Compound Interest Explained: The Most Powerful Force in Personal Finance

Albert Einstein allegedly called compound interest the eighth wonder of the world. Whether he did or not, the math is genuinely remarkable. Here is how it works and how to use it.

The Basic Concept

Simple interest grows linearly: you earn interest only on your principal. Compound interest grows exponentially: you earn interest on your principal and on all the interest you have already earned.

The difference, over long periods and at meaningful rates, is staggering.

Example: €10,000 invested for 30 years at 7% annual return.

  • Simple interest: €10,000 + (€10,000 × 7% × 30) = €31,000
  • Compound interest (annual): €10,000 × (1.07)³⁰ = €76,123

The same money, the same rate, the same time – but compounding produces more than twice the result of simple interest.

The Formula

A = P × (1 + r/n)^(n×t)

Where:

  • A = final amount
  • P = principal (starting amount)
  • r = annual interest rate (as a decimal: 7% = 0.07)
  • n = compounding frequency per year (1=annual, 12=monthly, 365=daily)
  • t = time in years

Compounding Frequency Matters

More frequent compounding means slightly more growth. However, the difference between monthly and daily compounding is small – the big variable is the rate and the time.
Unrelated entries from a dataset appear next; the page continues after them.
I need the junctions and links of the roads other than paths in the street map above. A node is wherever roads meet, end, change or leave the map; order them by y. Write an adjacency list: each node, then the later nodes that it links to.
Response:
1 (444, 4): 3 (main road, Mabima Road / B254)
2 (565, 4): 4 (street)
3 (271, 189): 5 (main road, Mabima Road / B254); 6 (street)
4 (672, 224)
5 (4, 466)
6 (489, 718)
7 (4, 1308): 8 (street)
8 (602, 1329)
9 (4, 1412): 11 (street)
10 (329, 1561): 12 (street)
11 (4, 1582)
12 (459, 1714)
Compounding€10,000 at 7% for 30 years
Annual€76,123
Monthly€81,165
Daily€81,645
The jump from annual to monthly compounding adds about €5,000 – worth having, but the real lever is starting earlier and maintaining a higher rate.

The Rule of 72

A simple mental shortcut: divide 72 by the annual interest rate to get the approximate number of years it takes for your money to double.

  • 72 ÷ 7% = ~10.3 years to double at 7%
  • 72 ÷ 4% = ~18 years to double at 4%
  • 72 ÷ 10% = ~7.2 years to double at 10%

Time Is the Most Powerful Variable

Because compound interest is exponential, the most powerful thing you can do is start early. Two examples:

Alex invests €5,000/year from age 25 to 35 (10 years), then stops. Total invested: €50,000. Jordan waits until 35, then invests €5,000/year until age 65 (30 years). Total invested: €150,000.

At 7% annual return, both have the same balance at 65. Alex invested a third of the money but started 10 years earlier. Each decade of delay costs you roughly half your eventual wealth.

Compound Interest Works Against You Too

The same math that builds wealth also builds debt. Credit card debt at 20% APR compounds monthly. If you carry a €3,000 balance and only pay the minimum, the debt can take 15+ years to clear and cost more than the original balance in interest.

This is why financial advice consistently prioritizes paying off high-interest debt before investing – no investment reliably returns 20% per year, so eliminating 20% debt is the better mathematical choice.

Real-World Applications

  • Savings accounts (low rates, safe)
  • Index funds and ETFs (historically ~7% real return for broad market indices over long periods)
  • Pension/retirement accounts (compounding inside tax-advantaged wrappers is especially powerful)
  • Mortgages (amortization – you pay more interest early because the outstanding balance is higher)
  • Credit card debt (works against you – pay off monthly)

Calculate Compound Growth

The Compound Interest Calculator on this site lets you model different principal amounts, rates, time periods, and compounding frequencies – including regular monthly contributions – entirely in your browser.

Summary

Compound interest earns returns on returns, producing exponential rather than linear growth. Time and rate are its two key inputs. Starting early is more powerful than investing more later. The same mechanism that builds savings destroys borrowers who carry high-interest debt.